Existing permissionless blockchains suffer from fundamental security limitations: Proof-of-Work (PoW) is vulnerable to 51% hash-power attacks, while Proof-of-Stake (PoS) is susceptible to long-range attacks; mainstream solutions either rely on external mechanisms (e.g., social consensus) or provide only probabilistic safety and high latency. Method: We propose Sieve-MMR, the first fully permissionless PoW consensus protocol achieving deterministic safety and constant expected latency. Its core innovation is the Time-Travel-Resilient Broadcast (TTRB) primitive, which adapts the security model of the PoS protocol MMR to the PoW paradigm. Leveraging a black-box deterministic PoW layer and an MMR-inspired state synchronization framework, Sieve-MMR constructs a message layer resilient to both time-travel and long-range attacks. Contribution/Results: Without assuming weak synchrony, external coordination, or social consensus, Sieve-MMR guarantees deterministic finality, constant expected latency, and simultaneous resilience against 51% attacks and long-range attacks.
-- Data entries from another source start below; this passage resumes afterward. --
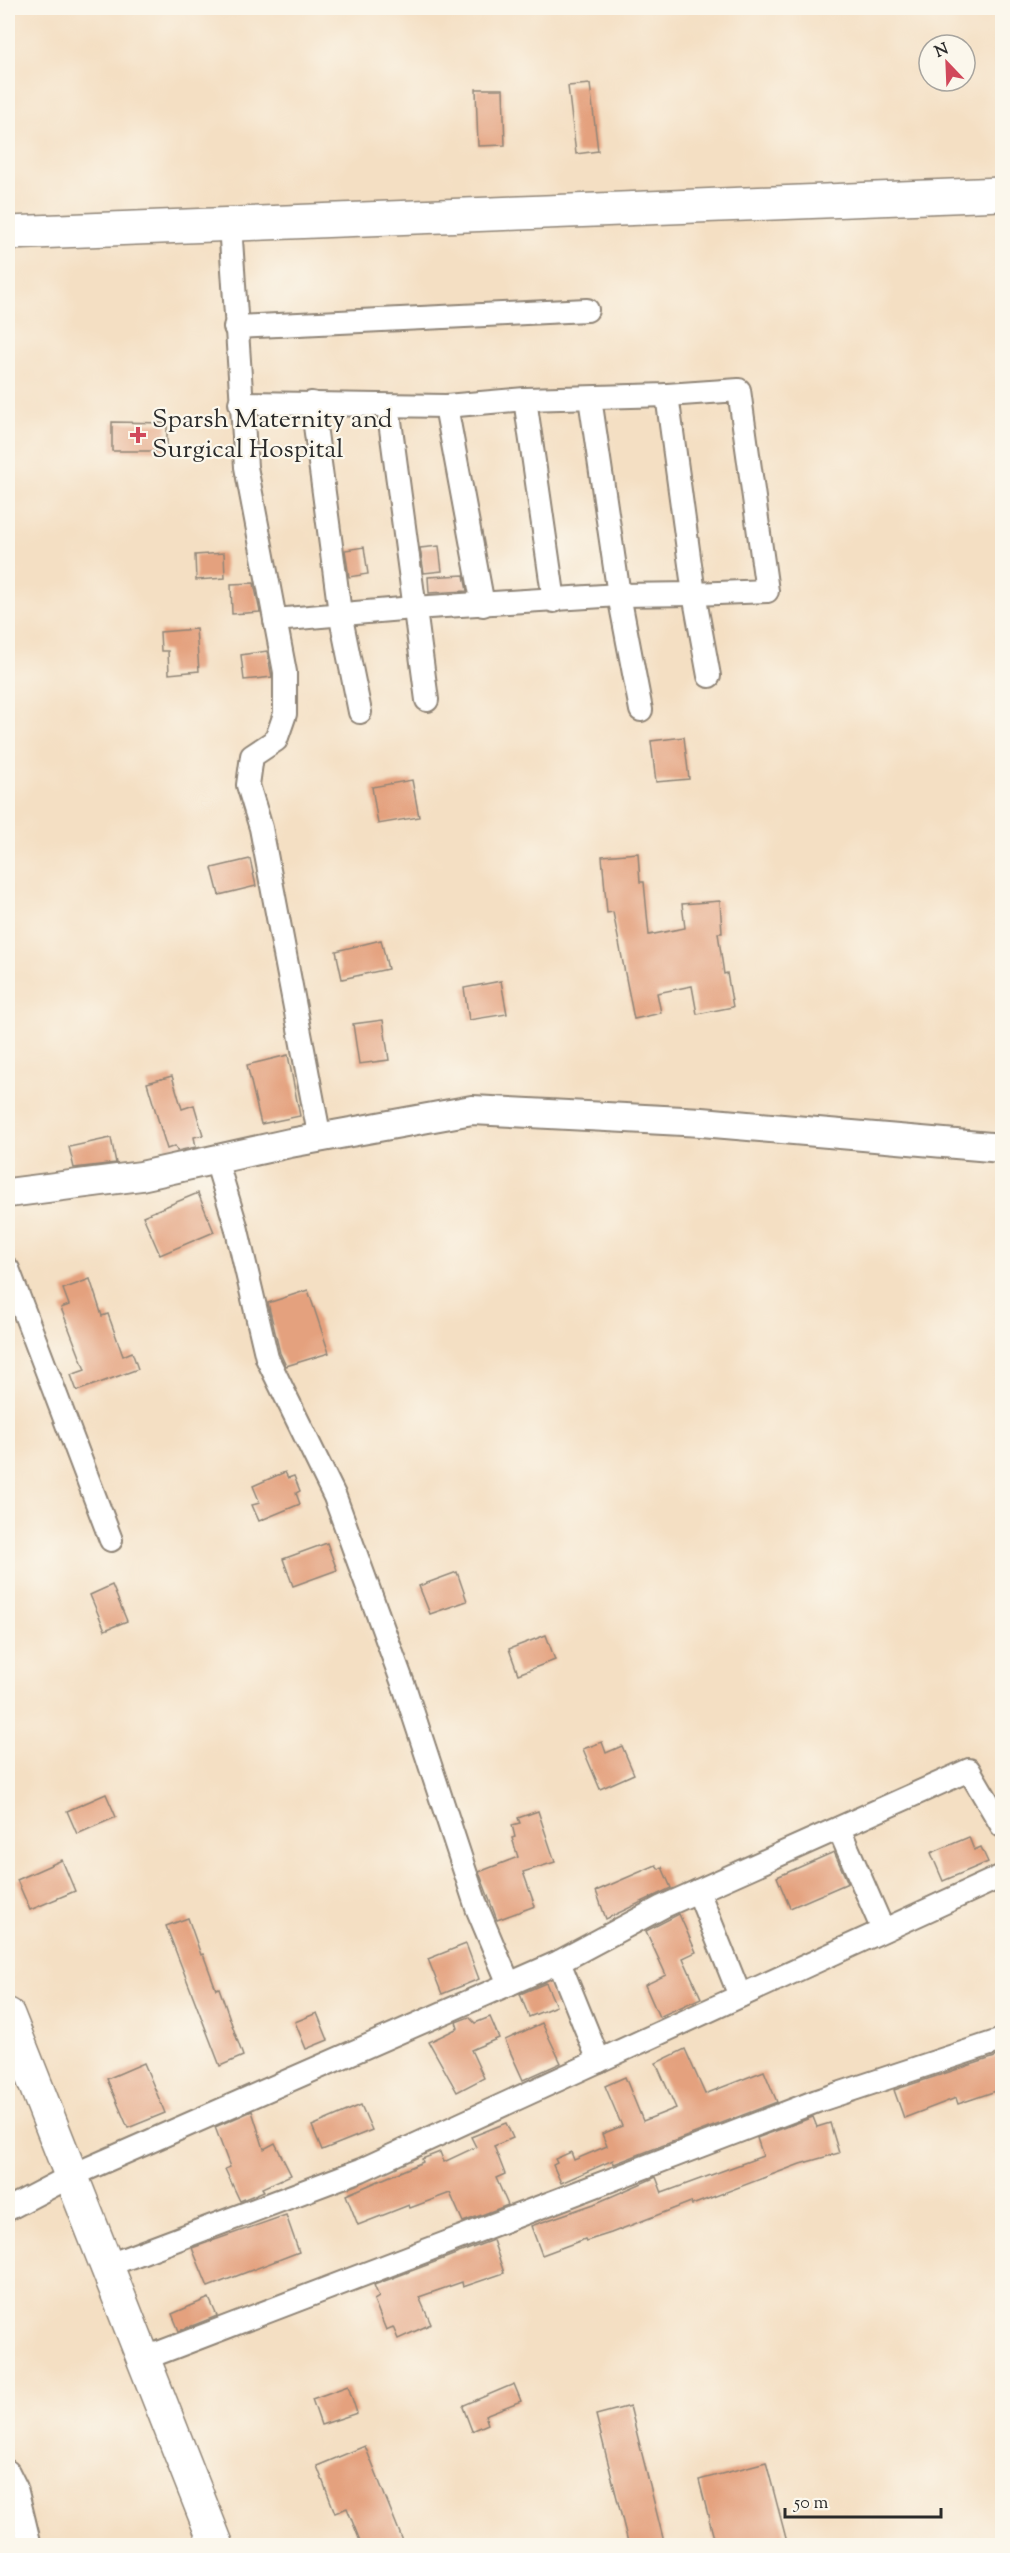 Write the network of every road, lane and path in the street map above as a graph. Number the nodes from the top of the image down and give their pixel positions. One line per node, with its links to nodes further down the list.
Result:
1 (1002, 194): 2 (main road)
2 (230, 224): 3 (main road); 5 (street)
3 (8, 233)
4 (587, 310): 5 (street)
5 (235, 327): 9 (street)
6 (667, 395): 7 (street); 13 (street); 13 (street)
7 (590, 398): 8 (street); 14 (street)
8 (525, 399): 12 (street); 15 (street)
9 (240, 403): 10 (street); 19 (street)
10 (312, 403): 11 (street); 18 (street)
11 (388, 406): 12 (street); 17 (street)
12 (446, 406): 16 (street)
13 (694, 594): 14 (street); 20 (street)
14 (619, 595): 15 (street); 22 (street)
15 (554, 601): 16 (street)
16 (483, 605): 17 (street)
17 (413, 608): 18 (street); 21 (street)
18 (340, 613): 19 (street); 23 (street)
19 (275, 620): 24 (street)
20 (709, 676)
21 (427, 700)
22 (641, 710)
23 (360, 712)
24 (320, 1139): 25 (street); 26 (street)
25 (1002, 1148)
26 (216, 1160): 27 (street); 36 (street)
27 (8, 1193)
28 (8, 1269): 29 (street)
29 (111, 1540)
30 (1002, 1826): 31 (street)
31 (839, 1829): 33 (street); 34 (street)
32 (1002, 1876): 34 (street)
33 (698, 1891): 35 (street); 37 (street)
34 (884, 1930): 37 (street)
35 (559, 1962): 36 (street); 40 (street)
36 (509, 1984): 41 (street)
37 (740, 1996): 40 (street)
38 (8, 2015): 41 (main road)
39 (1002, 2040): 44 (street)
40 (599, 2061): 43 (street)
41 (71, 2176): 42 (street); 43 (main road)
42 (8, 2210)
43 (106, 2266): 44 (main road)
44 (143, 2359): 48 (main road)
45 (8, 2472): 46 (street)
46 (13, 2506): 47 (street)
47 (30, 2546)
48 (217, 2546)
Permissionless blockchains achieve consensus while allowing unknown nodes to join and leave the system at any time. They typically come in two flavors: proof of work (PoW) and proof of stake (PoS), and both are vulnerable to attacks. PoS protocols suffer from long-range attacks, wherein attackers alter execution history at little cost, and PoW protocols are vulnerable to attackers with enough computational power to subvert execution history. PoS protocols respond by relying on external mechanisms like social consensus; PoW protocols either fall back to probabilistic guarantees, or are slow. We present Sieve-MMR, the first fully-permissionless protocol with deterministic security and constant expected latency that does not rely on external mechanisms. We obtain Sieve-MMR by porting a PoS protocol (MMR) to the PoW setting. From MMR we inherit constant expected latency and deterministic security, and proof-of-work gives us resilience against long-range attacks. The main challenge to porting MMR to the PoW setting is what we call time-travel attacks, where attackers use PoWs generated in the distant past to increase their perceived PoW power in the present. We respond by proposing Sieve, a novel algorithm that implements a new broadcast primitive we dub time-travel-resilient broadcast (TTRB). Sieve relies on a black-box, deterministic PoW primitive to implement TTRB, which we use as the messaging layer for MMR.